Waiting may be one of the least popular words in all of the English dictionary. We abhor even the slightest delays as evidenced by our deep disdain for traffic jams and holding rooms outside medical offices. In fact, the only instance where waiting registers positively is when it buffers us from some dreadful errand. Otherwise waiting is woeful!
Are you tired of waiting?
Much to many women’s dismay, marital delays far past anticipated launches have become a frustrating norm. Have you ever felt like you’re sequestered inside a stale waiting room, frozen and forgotten, sentenced to read the same uninteresting magazine repeatedly while indefinitely awaiting your name to be called?
If you’re reading this, you understand what it is like to wait for the man you will one day call beloved. The guttural yearns late at night, the anticipatory hopes rising and falling with each new encounter.
No one told you that waiting was such a physically and emotionally exhausting exercise.
Thankfully waiting can be constructive. Elongating the process of obtaining is one of the primary ways that God forges humility and instills thorough appreciation in us for a milestone He empowers us to reach. Waiting has the wonderful result of increased godliness and can bring greater future returns. At Marriage Pursuit we encourage singles to strive forward in full wisdom while acknowledging the value of unintended seasons of expectancy.
The primary question before you today is how are you to wait as a women designed by God with an intense desire for marriage?

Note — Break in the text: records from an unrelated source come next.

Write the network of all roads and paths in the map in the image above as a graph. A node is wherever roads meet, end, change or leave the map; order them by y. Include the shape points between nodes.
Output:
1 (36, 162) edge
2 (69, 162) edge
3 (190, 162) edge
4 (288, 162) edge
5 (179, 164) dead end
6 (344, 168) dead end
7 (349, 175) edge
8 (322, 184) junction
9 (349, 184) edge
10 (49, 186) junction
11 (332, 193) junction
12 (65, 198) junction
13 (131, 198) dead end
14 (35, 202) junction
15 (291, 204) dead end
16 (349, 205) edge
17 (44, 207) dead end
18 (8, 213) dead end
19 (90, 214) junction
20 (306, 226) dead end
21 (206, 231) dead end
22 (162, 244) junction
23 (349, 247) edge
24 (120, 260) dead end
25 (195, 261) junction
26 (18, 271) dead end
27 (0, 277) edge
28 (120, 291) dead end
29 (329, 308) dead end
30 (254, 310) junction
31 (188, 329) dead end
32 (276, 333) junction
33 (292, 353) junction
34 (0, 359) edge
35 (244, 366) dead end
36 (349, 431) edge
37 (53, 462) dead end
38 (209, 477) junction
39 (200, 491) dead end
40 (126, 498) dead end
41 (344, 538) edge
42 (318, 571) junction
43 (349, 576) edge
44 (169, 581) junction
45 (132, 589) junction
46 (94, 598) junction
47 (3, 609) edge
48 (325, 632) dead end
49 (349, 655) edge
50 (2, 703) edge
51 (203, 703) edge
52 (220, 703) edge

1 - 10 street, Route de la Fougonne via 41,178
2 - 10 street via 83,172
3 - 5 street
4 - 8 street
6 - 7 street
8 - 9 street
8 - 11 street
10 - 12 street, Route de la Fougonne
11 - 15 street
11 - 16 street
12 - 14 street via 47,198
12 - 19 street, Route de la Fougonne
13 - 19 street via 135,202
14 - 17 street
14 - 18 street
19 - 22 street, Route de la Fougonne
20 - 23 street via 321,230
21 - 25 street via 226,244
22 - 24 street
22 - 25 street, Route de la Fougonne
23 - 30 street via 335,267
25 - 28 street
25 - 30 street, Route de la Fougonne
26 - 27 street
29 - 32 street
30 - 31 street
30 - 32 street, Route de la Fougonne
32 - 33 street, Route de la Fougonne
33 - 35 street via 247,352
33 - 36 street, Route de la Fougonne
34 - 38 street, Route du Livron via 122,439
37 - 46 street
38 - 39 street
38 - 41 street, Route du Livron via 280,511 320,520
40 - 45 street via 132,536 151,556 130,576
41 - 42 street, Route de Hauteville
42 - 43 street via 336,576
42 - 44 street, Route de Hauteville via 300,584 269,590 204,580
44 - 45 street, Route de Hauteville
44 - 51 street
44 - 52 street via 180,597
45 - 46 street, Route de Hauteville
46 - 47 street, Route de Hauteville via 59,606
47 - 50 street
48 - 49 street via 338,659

So for you we have a five-part framework for wise waiting, modeled ironically on the physical lines we endure at our understaffed governmental facilities. By some miraculous stroke of grace we can find meaning, even instructive illustration from within those cinder block walls. Check out these lessons from the line.
When dealing with a governmental agency, one tactic stands supreme – arrive early. It’s all about positioning, getting ahead of the crowd surge that descends on the doorways each day. Wise women can glean a principle here. Your positioning choices – where you locate yourself educationally, professionally, residentially, and socially are key determinants in your marital outlook. Think carefully about where you establish yourself and station yourself for maximum advantage within those environments. Relationships are a lot like real estate; it’s location, location, location. Additionally, be a wide-margin girl who in wisdom seeks out ways to arrive early in order to set up opportunities for additional introductions and extra interactions. Show up early to help set-up or greet. Help take down flyers after the event and join the crew at the post-game meal.
Wait In The Right Line
You must know where great eligible men cruise, and craft the space to connect. There is nothing worse than toiling for an agonizing half-hour before a deflating discovery. You’ve been in the wrong line! Ladies do not let this happen to you. Get to right places, flush with the type of men that you would desire to be your partner through the years. Waiting in the right line means being able to look at the probable futures of the men in the sub-group and adjust accordingly. Are you in a line filled with shiftless men in development, or are you on in a place to continually interact with stellar soon-to-be family heads? There are many lines to wait in. Make sure you are in the right one!
My frustration was piercing; all the monotonous time in line had been squandered due to a single missing form. In that administrative moment of truth I stood unprepared and left empty handed. Dear sister, as you await your noble knight, be about the business of preparing yourself. Initiate action to develop yourself as a wife candidate. Be the woman who uses her fifteen-minutes in the waiting room most purposefully. Be a woman busy becoming a knock-out in every way. Do the obvious things that are in your power now. Tie up loose ends, and get your dancing shoes on. It won’t be much longer until your song is played.
Wait With A Smile
Attitude really is everything. Any situation can completely be turned inside out with a splash of enthusiasm. Picture waiting in a bland line, emotionless expressions all around, and one face in the crowd stands out. Suddenly someone with a pleasant smile makes eye contact with you. Frankly it seems out of place, almost surreal, and it warms you up instantly. Wise woman, let this be you. In a courting system that often resembles a highly inefficient bureaucracy, stand out with a smile. Don’t just grin with half-power. Beam out some light! You’ll be amazed who is drawn in.
Wait With Friends
A lesser known secret element to pursuing marriage is the importance of the peer aspect. Getting married is always a team sport, no matter the conditions or contestants there are always others involved exerting influence on the outcome. You need friends of the same-sex to bolster your pursuit. During seasons of waiting load up on positive girl friends that have your best interests in mind.
Stay In Line
Remain in line. Do not give up! I recall times bailing on lines, becoming too frustrated to endure a few more minutes and complete the task. The times I left the line were mistakes which set me back. Keep your head up and stay in the game. No hiding out or sabbaticals. You can do this in the strength and endurance of the Lord!